Earlier this Spring, it was reported that Washington State University agreed to pay over $4.7 million to settle a lawsuit involving the breach of 1.2 million individuals’ confidential records. The settlement grabbed headlines likely for three reasons: a rare privacy and cybersecurity case involving a public university, the staggering figures in question in terms of both the settlement amount and alleged victims involved, and last but not least, the can-you-believe-what-happened circumstance that has since come to light behind the breach.
It is not everyday news to see a university involved in a cybersecurity breach. Yes, it happens likely more than we know, but it is not typically as dramatic in scale. Perhaps you would see a case where fifty faculty members from one department had their online access hacked by a student, or something similar, but rarely would it involve 1.2 million records. Most universities do not have one single database that contains millions of valid social security numbers, as is the case here.

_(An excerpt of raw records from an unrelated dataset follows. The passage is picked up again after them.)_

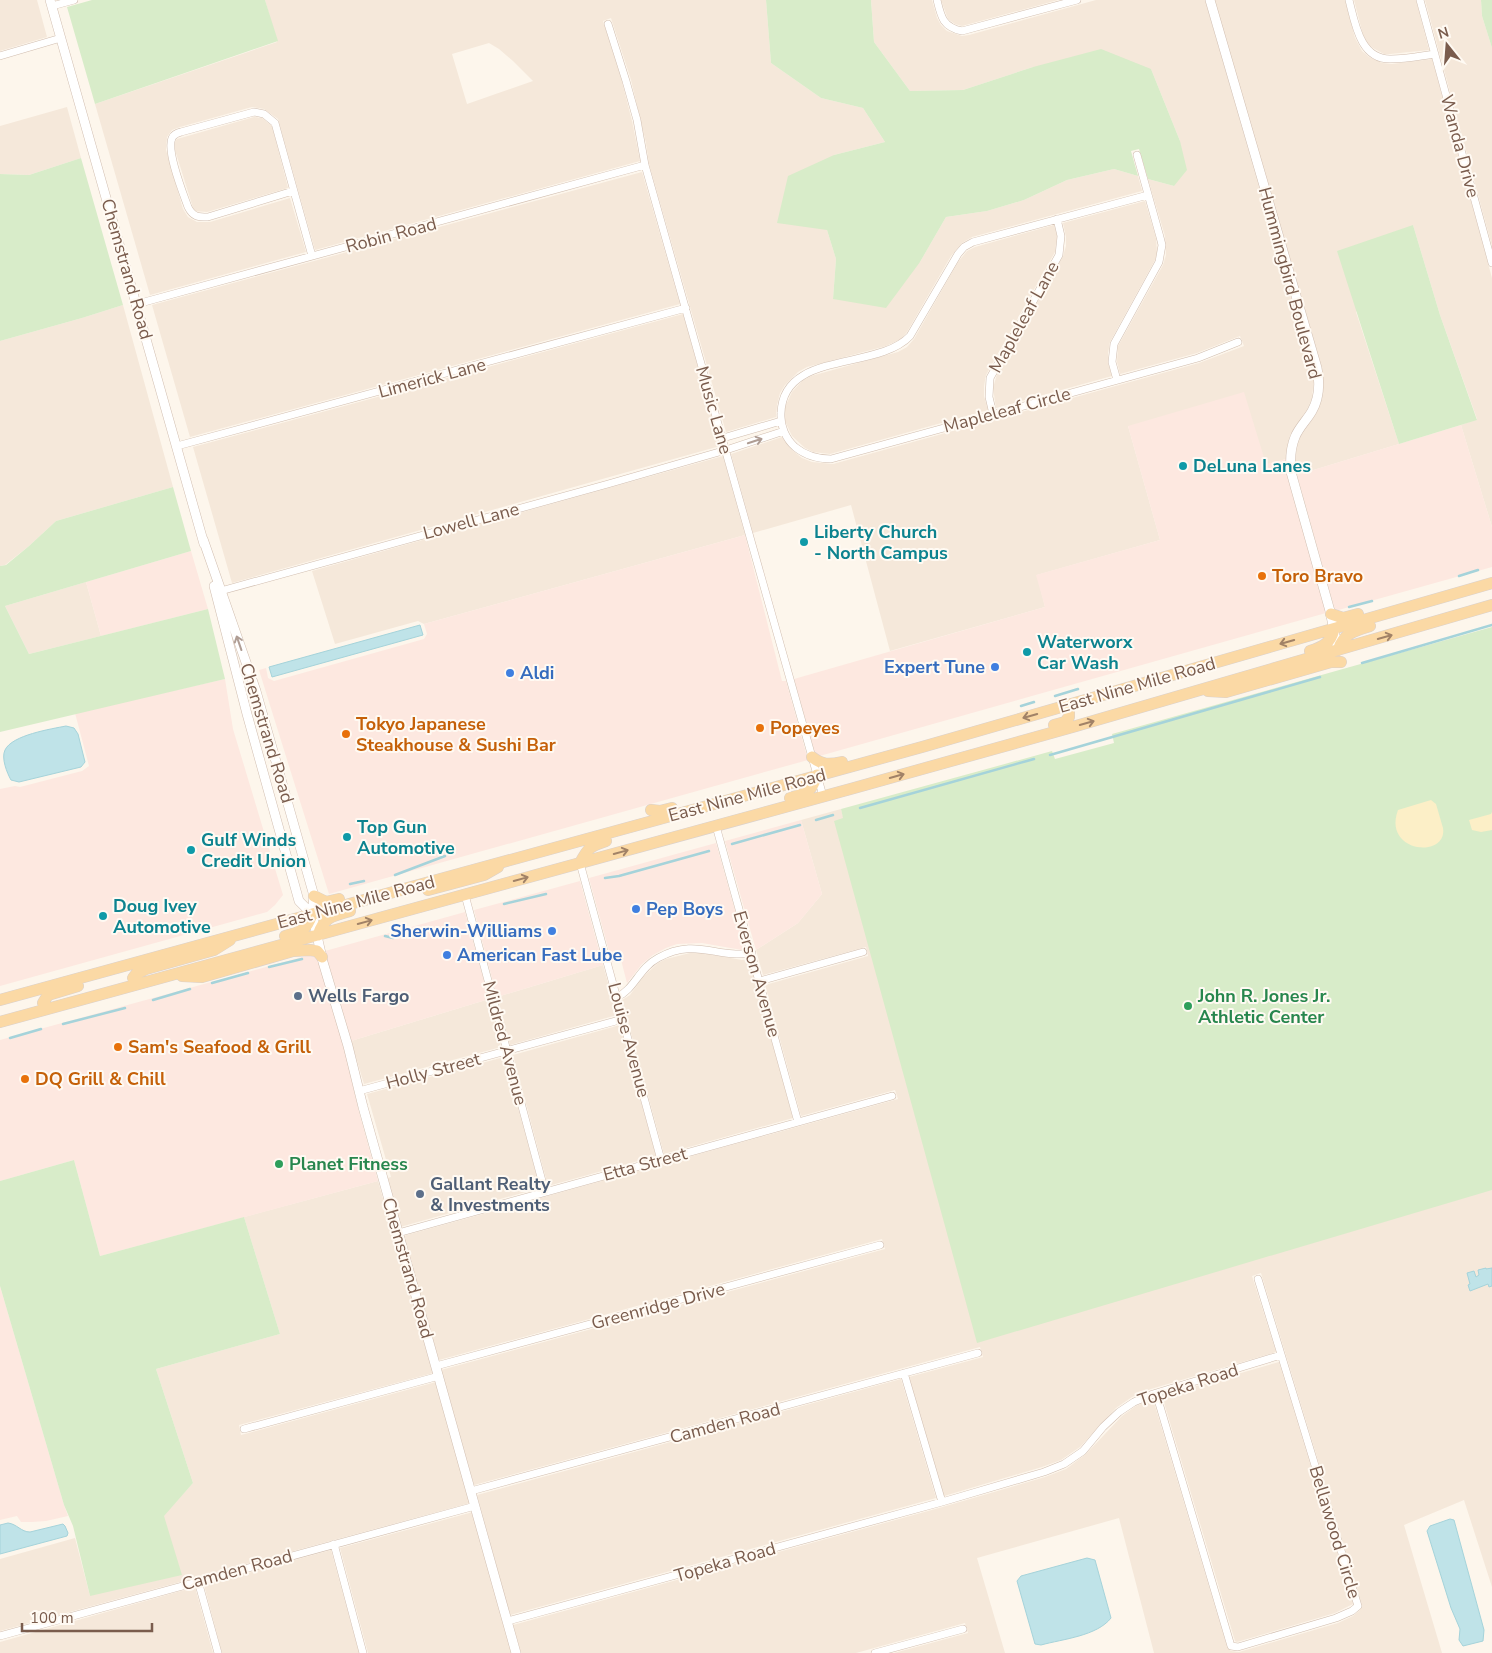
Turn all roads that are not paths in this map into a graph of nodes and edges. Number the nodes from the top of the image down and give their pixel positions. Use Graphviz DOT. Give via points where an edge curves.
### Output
graph roads {
  1 [pos="74,0"];
  2 [pos="937,0"];
  3 [pos="1077,0"];
  4 [pos="1210,0"];
  5 [pos="1349,0"];
  6 [pos="1420,0"];
  7 [pos="51,3"];
  8 [pos="608,24"];
  9 [pos="61,38"];
  10 [pos="1435,54"];
  11 [pos="0,56"];
  12 [pos="1137,155"];
  13 [pos="645,165"];
  14 [pos="293,191"];
  15 [pos="1148,194"];
  16 [pos="1057,219"];
  17 [pos="312,256"];
  18 [pos="1492,263"];
  19 [pos="137,304"];
  20 [pos="686,308"];
  21 [pos="1238,342"];
  22 [pos="1117,380"];
  23 [pos="993,414"];
  24 [pos="781,421"];
  25 [pos="784,431"];
  26 [pos="723,438"];
  27 [pos="177,446"];
  28 [pos="726,450"];
  29 [pos="1492,576"];
  30 [pos="1492,583"];
  31 [pos="1492,590"];
  32 [pos="218,592"];
  33 [pos="1492,605"];
  34 [pos="1331,614"];
  35 [pos="1334,629"];
  36 [pos="1338,650"];
  37 [pos="1341,662"];
  38 [pos="1198,691"];
  39 [pos="1069,705"];
  40 [pos="1110,716"];
  41 [pos="922,747"];
  42 [pos="812,757"];
  43 [pos="963,758"];
  44 [pos="817,776"];
  45 [pos="783,785"];
  46 [pos="823,796"];
  47 [pos="651,810"];
  48 [pos="637,825"];
  49 [pos="716,826"];
  50 [pos="618,830"];
  51 [pos="511,859"];
  52 [pos="580,863"];
  53 [pos="465,895"];
  54 [pos="314,896"];
  55 [pos="312,914"];
  56 [pos="237,934"];
  57 [pos="318,935"];
  58 [pos="863,952"];
  59 [pos="752,953"];
  60 [pos="322,957"];
  61 [pos="113,968"];
  62 [pos="168,976"];
  63 [pos="133,978"];
  64 [pos="760,981"];
  65 [pos="7,997"];
  66 [pos="617,997"];
  67 [pos="43,1003"];
  68 [pos="0,1006"];
  69 [pos="0,1014"];
  70 [pos="623,1019"];
  71 [pos="0,1022"];
  72 [pos="507,1051"];
  73 [pos="359,1091"];
  74 [pos="892,1096"];
  75 [pos="798,1122"];
  76 [pos="661,1160"];
  77 [pos="545,1192"];
  78 [pos="398,1233"];
  79 [pos="880,1245"];
  80 [pos="1258,1279"];
  81 [pos="978,1353"];
  82 [pos="1281,1356"];
  83 [pos="436,1366"];
  84 [pos="904,1373"];
  85 [pos="439,1376"];
  86 [pos="1156,1393"];
  87 [pos="244,1429"];
  88 [pos="471,1491"];
  89 [pos="942,1502"];
  90 [pos="475,1506"];
  91 [pos="334,1544"];
  92 [pos="198,1581"];
  93 [pos="508,1621"];
  94 [pos="963,1629"];
  95 [pos="0,1636"];
  96 [pos="218,1653"];
  97 [pos="363,1653"];
  98 [pos="516,1653"];
  99 [pos="874,1653"];
  1 -- 7 [label="street"];
  2 -- 3 [label="street" via="944,22 962,31"];
  4 -- 34 [label="street, Hummingbird Boulevard" via="1317,368 1316,400 1294,438 1290,461"];
  5 -- 10 [label="street" via="1359,36 1370,52 1391,59"];
  6 -- 10 [label="street, Wanda Drive"];
  7 -- 9 [label="street, Chemstrand Road"];
  8 -- 13 [label="street, Music Lane" via="637,120"];
  9 -- 11 [label="street"];
  9 -- 19 [label="street, Chemstrand Road"];
  10 -- 18 [label="street, Wanda Drive"];
  12 -- 15 [label="street"];
  13 -- 17 [label="street, Robin Road"];
  13 -- 20 [label="street, Music Lane"];
  14 -- 14 [label="street" via="275,123 264,114 254,112 181,132 171,140 170,151 188,207 196,217 208,217"];
  14 -- 17 [label="street"];
  15 -- 16 [label="street, Mapleleaf Circle"];
  15 -- 22 [label="street" via="1160,237 1161,254 1114,344 1112,362"];
  16 -- 23 [label="street, Mapleleaf Lane" via="1061,236 1059,254 990,378 988,387"];
  16 -- 24 [label="street, Mapleleaf Circle" via="964,247 904,343 800,376 784,396"];
  17 -- 19 [label="street, Robin Road"];
  19 -- 27 [label="street, Chemstrand Road"];
  20 -- 26 [label="street, Music Lane"];
  20 -- 27 [label="street, Limerick Lane"];
  21 -- 22 [label="street, Mapleleaf Circle" via="1198,358"];
  22 -- 23 [label="street, Mapleleaf Circle"];
  23 -- 25 [label="street, Mapleleaf Circle" via="831,459 803,453"];
  24 -- 25 [label="street, Mapleleaf Circle"];
  24 -- 26 [label="street"];
  28 -- 25 [label="street, one-way"];
  26 -- 28 [label="street, Music Lane"];
  27 -- 32 [label="street, Chemstrand Road"];
  28 -- 32 [label="street, Lowell Lane"];
  28 -- 42 [label="street, Music Lane"];
  29 -- 34 [label="main road" via="1353,616 1343,618"];
  30 -- 35 [label="main road, East Nine Mile Road"];
  31 -- 36 [label="main road" via="1358,630 1348,634"];
  54 -- 32 [label="street, Chemstrand Road, one-way" via="256,691"];
  32 -- 55 [label="street, Chemstrand Road" via="246,714 299,901"];
  36 -- 33 [label="main road, East Nine Mile Road, one-way"];
  34 -- 35 [label="street, Hummingbird Boulevard"];
  35 -- 36 [label="street, Hummingbird Boulevard"];
  35 -- 39 [label="main road, East Nine Mile Road, one-way"];
  35 -- 40 [label="main road" via="1329,643 1324,646 1128,704"];
  36 -- 38 [label="main road, East Nine Mile Road"];
  37 -- 38 [label="main road" via="1331,662 1226,692"];
  38 -- 40 [label="main road, East Nine Mile Road"];
  39 -- 41 [label="main road, East Nine Mile Road, one-way"];
  39 -- 43 [label="main road" via="1069,717 1065,722 1017,736"];
  43 -- 40 [label="main road, East Nine Mile Road, one-way"];
  41 -- 42 [label="main road" via="887,749 829,765"];
  41 -- 44 [label="main road, East Nine Mile Road"];
  42 -- 44 [label="street, Music Lane"];
  46 -- 43 [label="main road, East Nine Mile Road, one-way"];
  44 -- 45 [label="main road, East Nine Mile Road"];
  44 -- 46 [label="street, Music Lane"];
  44 -- 49 [label="main road" via="813,787 803,794 728,816"];
  45 -- 47 [label="main road" via="764,783 660,811"];
  45 -- 48 [label="main road, East Nine Mile Road"];
  46 -- 49 [label="main road, East Nine Mile Road"];
  48 -- 50 [label="main road, East Nine Mile Road"];
  48 -- 52 [label="main road" via="615,838 592,845"];
  52 -- 49 [label="main road, East Nine Mile Road, one-way"];
  49 -- 59 [label="street, Everson Avenue"];
  50 -- 51 [label="main road, East Nine Mile Road"];
  50 -- 54 [label="main road" via="596,829 336,900 326,902"];
  51 -- 55 [label="main road, East Nine Mile Road"];
  51 -- 57 [label="main road" via="484,875 339,914 322,924"];
  53 -- 52 [label="main road, East Nine Mile Road, one-way"];
  52 -- 66 [label="street, Louise Avenue"];
  57 -- 53 [label="main road, East Nine Mile Road, one-way"];
  53 -- 72 [label="street, Mildred Avenue"];
  54 -- 55 [label="street, Chemstrand Road"];
  55 -- 56 [label="main road, East Nine Mile Road"];
  55 -- 57 [label="street, Chemstrand Road"];
  55 -- 63 [label="main road" via="305,929 292,934"];
  56 -- 61 [label="main road, East Nine Mile Road"];
  56 -- 63 [label="main road" via="214,950 146,969"];
  57 -- 60 [label="street, Chemstrand Road"];
  57 -- 62 [label="main road, East Nine Mile Road"];
  58 -- 64 [label="street"];
  59 -- 64 [label="street, Everson Avenue"];
  59 -- 66 [label="street" via="742,955 691,948 668,953 645,967 628,991"];
  60 -- 62 [label="main road" via="317,951 293,951 202,976"];
  60 -- 73 [label="street, Chemstrand Road"];
  61 -- 65 [label="main road, East Nine Mile Road"];
  61 -- 67 [label="main road" via="106,975 48,995"];
  62 -- 71 [label="main road, East Nine Mile Road"];
  63 -- 67 [label="main road"];
  64 -- 75 [label="street, Everson Avenue"];
  65 -- 68 [label="main road, East Nine Mile Road"];
  66 -- 70 [label="street, Louise Avenue"];
  67 -- 69 [label="main road"];
  70 -- 72 [label="street, Holly Street"];
  70 -- 76 [label="street, Louise Avenue"];
  72 -- 73 [label="street, Holly Street"];
  72 -- 77 [label="street, Mildred Avenue"];
  73 -- 78 [label="street, Chemstrand Road"];
  74 -- 75 [label="street, Etta Street"];
  75 -- 76 [label="street, Etta Street"];
  76 -- 77 [label="street, Etta Street"];
  77 -- 78 [label="street, Etta Street"];
  78 -- 83 [label="street, Chemstrand Road"];
  79 -- 83 [label="street, Greenridge Drive"];
  80 -- 82 [label="street, Bellawood Circle"];
  81 -- 84 [label="street, Camden Road"];
  82 -- 86 [label="street, Topeka Road"];
  82 -- 86 [label="street, Bellawood Circle" via="1358,1606 1336,1618 1238,1647 1231,1646"];
  83 -- 85 [label="street, Chemstrand Road"];
  84 -- 88 [label="street, Camden Road"];
  84 -- 89 [label="street"];
  85 -- 87 [label="street"];
  85 -- 88 [label="street, Chemstrand Road"];
  86 -- 89 [label="street, Topeka Road" via="1119,1412 1083,1451 1064,1464"];
  88 -- 90 [label="street, Chemstrand Road"];
  89 -- 93 [label="street, Topeka Road"];
  90 -- 91 [label="street, Camden Road"];
  90 -- 93 [label="street, Chemstrand Road"];
  91 -- 92 [label="street, Camden Road"];
  91 -- 97 [label="street"];
  92 -- 95 [label="street, Camden Road"];
  92 -- 96 [label="street"];
  93 -- 98 [label="street, Chemstrand Road"];
  94 -- 99 [label="street"];
}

One may say what transpired was also dramatic in terms of the actual breach event. Not dramatic by ways of car chases or state-sponsored transcontinental heists – quite the opposite actually – but rather it was gasp-inducing in terms of the recklessness involved, according to at least one legal expert interviewed. Missed opportunities to practice basic cybersecurity awareness were precursors for the breach that affected over a million people.
According to records from the settlement and interviews with university spokespeople, the affected data on 1.2 million individuals was collected as part of a social and economic sciences research that spanned 15 years. It contained addresses, social security numbers, college admissions test results, contact information, career and health data. Not only was the confidential data not encrypted, it was stored in a hard drive in a self-storage locker where security was minimal, without a security camera in the vicinity. The hard drive was stolen from the storage facility in 2017 in an objectively undramatic fashion. The cautionary tale is a case not only for ramping up cybersecurity resources and preparedness, but also for raising basic security awareness for students, researchers, faculty members and other business or public-sector staffers not typically classified as cybersecurity personnel.
“An unencrypted database of millions in an unsecure location has no place in today’s world,” Said Troy Gill, Senior Security Analyst at AppRiver, a Zix Company. “Some used to consider cybersecurity a niche, now, it should be Business 101. Anyone in an organization that comes in contact with data should be trained in cybersecurity.”
In April 2019, the AppRiver Cyberthreat Index for Business Survey found only 30% of all C-level executives and IT decision makers at U.S. nonprofit organizations store their most confidential data exclusively on a secure network. 50% say it is stored across a mix of secure and unsecure locations and devices, while 20% surveyed admit their most confidential data is stored in unsecure locations or they do not know where it is stored. Overall, 52% of all small-to-medium-sized businesses and organizations report their most confidential data is stored on a secure network; 48% say it is not. Even within the technology sector, where one may assume data security should be standard practice, only 55% of all SMBs surveyed for the AppRiver study report their most confidential and important data is stored exclusively on a secure network or location.
It is not an exaggeration that everyone in business today, regardless of company size or industry, could benefit from higher cybersecurity awareness. The alternative is to brace for higher odds of falling victim to cybercrimes. “Hackers are everywhere, and they will target every point of entry if we are not more vigilant,” said Gill.